Abzu is a new game developed by Giant Squid Studios and published by 505 Games. It recently came out on Playstation 4 and Microsoft Windows PC. To be completely honest I had no idea this game existed until I saw an ad for it one day while surfing the internet. After watching a couple of trailers and learning it took place in the ocean, my interest was piqued. I have been an ocean kid from as far back as I can remember and have had a profound love for her and the creatures that thrive within her. Living in North Texas doesn’t give me a lot of opportunities to satiate my need to get in the ocean so I will take whatever chances I can get. Abzu, for me, is a much-needed scratch to a very persistent itch. This game gave me an opportunity, albeit through simulation, to get in the ocean hang out with a variety of fish, dolphins, cephalopods, whales, and a few surprises.
Abzu is a very linear game that oddly gives the player many chances to explore their surroundings. And with the artistic style and color pallet used you’re going to want to explore. The control setup you use to navigate this underwater environment is all in all pretty decent and minimalist. It only took a small amount of time for me to figure things out.
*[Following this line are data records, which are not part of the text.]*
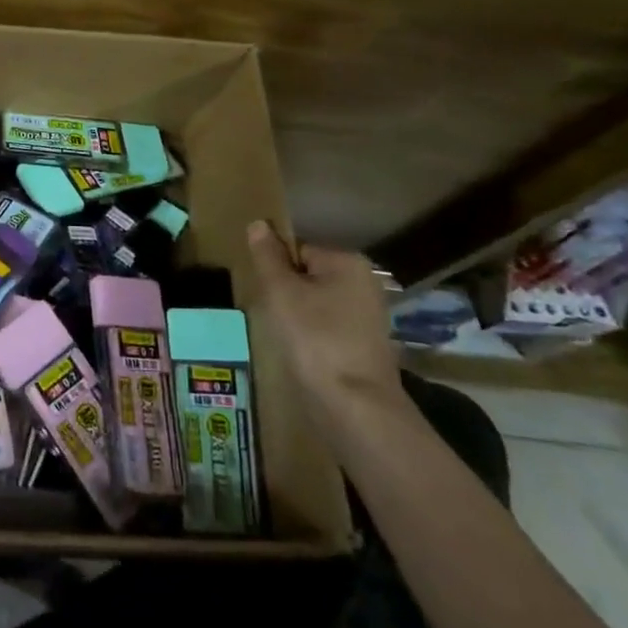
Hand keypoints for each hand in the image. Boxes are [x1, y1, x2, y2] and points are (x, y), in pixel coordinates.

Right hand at [247, 221, 402, 419]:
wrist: (355, 404)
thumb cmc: (315, 338)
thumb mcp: (281, 292)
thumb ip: (268, 256)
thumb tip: (259, 223)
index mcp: (348, 261)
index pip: (297, 250)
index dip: (277, 271)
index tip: (268, 296)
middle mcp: (365, 281)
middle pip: (308, 275)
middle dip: (287, 294)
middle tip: (275, 317)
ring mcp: (368, 314)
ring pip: (316, 303)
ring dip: (297, 316)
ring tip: (288, 338)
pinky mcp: (365, 343)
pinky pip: (327, 326)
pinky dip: (312, 336)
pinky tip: (304, 353)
For a game that takes place underwater, I expected the controls to be clunky at best. I was proven wrong.
As far as the story goes…all I can say is that it’s there but not deep (no pun intended) by any means. Actually, it’s all but non-existent. That’s not to say I didn’t enjoy Abzu’s story; it’s just left up to the player to put the pieces together and figure it out. Which I did and enjoyed, even if it was short. Very short.
Abzu’s visual style is what hooked me, though. It’s simple character models, and colors are a delight. The animation is fluid, crisp, and true to life. The models and colors used for the various models are very accurate with a few artistic flourishes here and there.
Abzu’s soundtrack, composed by Austin Wintory, is an absolute delight. If I didn’t know better, I’d swear Giant Squid hired the London Philharmonic to perform for them. While just swimming around the music seems to meander with the player and swells when the action picks up. I loved it. When I can find a copy, I will by one.
The only problem I had with Abzu was that it was short and didn’t give me any reason to play through again immediately and collect everything. That’s not to say I won’t play it again; it’ll just be on a slow rainy day when it happens.